Passer à autre chose – un nouvel emploi, de nouvelles études, une nouvelle relation sentimentale, une nouvelle stratégie commerciale... – est perçu comme une nouvelle décision, et une décision active.
En revanche, nous ne considérons pas vraiment le choix de s’en tenir au statu quo comme une décision. Vous avez déjà probablement entendu des gens (y compris vous), qui envisagent de changer de voie, dire : « Je ne veux pas prendre de décision tout de suite. »
Vous jugez cette attitude raisonnable, mais en y réfléchissant, vous comprenez que décider de ne rien changer est une décision en soi. Lorsque vous poursuivez un objectif, vous choisissez à chaque instant de rester sur le chemin ou de changer de direction. Ne pas changer de voie est tout autant une décision que choisir de renoncer.

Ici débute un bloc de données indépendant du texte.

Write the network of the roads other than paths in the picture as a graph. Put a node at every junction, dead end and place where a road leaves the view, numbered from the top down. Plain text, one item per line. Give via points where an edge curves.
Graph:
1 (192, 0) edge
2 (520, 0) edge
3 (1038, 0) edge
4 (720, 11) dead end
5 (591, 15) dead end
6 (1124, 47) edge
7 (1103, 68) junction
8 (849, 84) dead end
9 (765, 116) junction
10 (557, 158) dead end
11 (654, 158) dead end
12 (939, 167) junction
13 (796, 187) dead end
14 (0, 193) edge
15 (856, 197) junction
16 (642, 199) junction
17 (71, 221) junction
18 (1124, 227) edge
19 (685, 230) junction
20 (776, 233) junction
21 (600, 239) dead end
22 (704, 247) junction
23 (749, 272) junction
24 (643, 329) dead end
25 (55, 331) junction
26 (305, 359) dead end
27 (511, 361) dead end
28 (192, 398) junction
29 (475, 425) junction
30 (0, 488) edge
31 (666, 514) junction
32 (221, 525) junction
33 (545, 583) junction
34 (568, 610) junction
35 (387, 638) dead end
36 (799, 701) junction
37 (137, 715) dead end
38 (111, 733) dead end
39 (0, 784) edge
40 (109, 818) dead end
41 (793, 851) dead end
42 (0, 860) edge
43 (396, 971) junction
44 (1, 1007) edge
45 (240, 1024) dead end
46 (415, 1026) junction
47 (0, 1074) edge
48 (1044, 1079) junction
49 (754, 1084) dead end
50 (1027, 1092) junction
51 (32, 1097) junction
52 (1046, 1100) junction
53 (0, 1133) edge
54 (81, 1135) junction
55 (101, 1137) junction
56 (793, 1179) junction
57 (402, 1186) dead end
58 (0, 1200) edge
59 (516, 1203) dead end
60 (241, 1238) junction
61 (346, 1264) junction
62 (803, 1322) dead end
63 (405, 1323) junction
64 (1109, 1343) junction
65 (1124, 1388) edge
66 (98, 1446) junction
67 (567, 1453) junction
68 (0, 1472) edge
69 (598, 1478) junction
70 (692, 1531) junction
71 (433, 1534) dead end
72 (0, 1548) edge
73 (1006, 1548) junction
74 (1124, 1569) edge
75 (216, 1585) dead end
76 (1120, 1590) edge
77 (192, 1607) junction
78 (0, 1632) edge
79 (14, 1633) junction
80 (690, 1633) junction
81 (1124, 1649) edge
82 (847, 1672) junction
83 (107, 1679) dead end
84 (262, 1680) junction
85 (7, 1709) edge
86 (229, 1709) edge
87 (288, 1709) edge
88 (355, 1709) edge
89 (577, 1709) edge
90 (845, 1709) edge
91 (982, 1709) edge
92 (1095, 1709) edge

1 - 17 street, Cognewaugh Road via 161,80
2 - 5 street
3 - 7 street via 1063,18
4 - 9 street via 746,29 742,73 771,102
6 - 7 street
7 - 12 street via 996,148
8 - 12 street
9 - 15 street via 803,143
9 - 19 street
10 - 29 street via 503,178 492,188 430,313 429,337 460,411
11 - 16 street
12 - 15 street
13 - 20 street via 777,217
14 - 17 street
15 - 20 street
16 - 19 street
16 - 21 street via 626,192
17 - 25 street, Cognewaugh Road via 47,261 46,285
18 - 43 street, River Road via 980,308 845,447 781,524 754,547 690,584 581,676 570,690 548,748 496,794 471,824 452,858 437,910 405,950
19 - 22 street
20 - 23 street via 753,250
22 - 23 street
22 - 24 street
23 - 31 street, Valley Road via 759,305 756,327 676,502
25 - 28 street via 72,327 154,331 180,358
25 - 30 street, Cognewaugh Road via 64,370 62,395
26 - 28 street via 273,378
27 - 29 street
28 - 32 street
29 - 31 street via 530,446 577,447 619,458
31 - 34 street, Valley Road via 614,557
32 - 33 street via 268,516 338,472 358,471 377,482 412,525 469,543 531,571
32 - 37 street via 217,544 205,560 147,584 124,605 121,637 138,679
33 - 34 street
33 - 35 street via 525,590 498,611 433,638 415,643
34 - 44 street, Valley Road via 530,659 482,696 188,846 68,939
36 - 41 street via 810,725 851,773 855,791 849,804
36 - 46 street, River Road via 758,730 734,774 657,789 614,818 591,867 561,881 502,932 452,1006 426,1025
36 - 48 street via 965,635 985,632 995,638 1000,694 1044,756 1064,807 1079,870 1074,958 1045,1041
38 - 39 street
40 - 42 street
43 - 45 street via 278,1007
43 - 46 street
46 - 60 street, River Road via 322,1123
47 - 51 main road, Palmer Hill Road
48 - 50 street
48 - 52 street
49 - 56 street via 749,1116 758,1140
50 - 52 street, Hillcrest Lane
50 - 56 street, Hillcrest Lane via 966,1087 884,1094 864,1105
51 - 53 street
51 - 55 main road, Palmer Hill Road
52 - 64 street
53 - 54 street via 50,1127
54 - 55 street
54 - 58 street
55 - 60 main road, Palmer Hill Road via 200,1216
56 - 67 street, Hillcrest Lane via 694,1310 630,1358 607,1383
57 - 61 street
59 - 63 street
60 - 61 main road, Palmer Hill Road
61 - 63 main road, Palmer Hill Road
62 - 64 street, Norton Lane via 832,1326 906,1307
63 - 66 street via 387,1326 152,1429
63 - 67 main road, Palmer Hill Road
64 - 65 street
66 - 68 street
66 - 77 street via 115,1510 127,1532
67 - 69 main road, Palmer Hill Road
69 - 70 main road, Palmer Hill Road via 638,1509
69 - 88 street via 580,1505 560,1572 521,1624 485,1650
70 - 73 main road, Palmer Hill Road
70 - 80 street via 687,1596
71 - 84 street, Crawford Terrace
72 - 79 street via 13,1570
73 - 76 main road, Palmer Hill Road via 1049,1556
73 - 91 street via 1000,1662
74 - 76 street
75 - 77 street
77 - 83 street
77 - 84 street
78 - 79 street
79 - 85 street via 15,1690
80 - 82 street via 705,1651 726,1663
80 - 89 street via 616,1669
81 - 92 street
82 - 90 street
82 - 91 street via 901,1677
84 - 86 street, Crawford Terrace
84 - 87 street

Et c’est souvent ça qu’on rate : on voit la persévérance comme l’inverse de l’abandon. Alors que c’est la même chose : abandonner quelque chose c’est persévérer dans autre chose. Persévérer dans quelque chose c’est en abandonner d’autres.
On en parle demain.
La source
On est toujours dans le livre d’Annie Duke : Quit. Plus précisément dans le Chapitre 2 : Quand on se retire à temps, cela paraît toujours trop tôt
Ainsi que le Chapitre 7 :
Ceci m’appartient : effet de dotation et biais de statu quo
Bonus
Comme promis voici un lien vers l’expérience de pensée du violoniste de Judith Jarvis Thomson pour défendre le droit à l’avortement.
Ici : https://fr.wikipedia.org/wiki/Une_défense_de_l%27avortement
Question : est-ce que l'homme obèse est Donald Trump ? Ça faciliterait grandement la décision.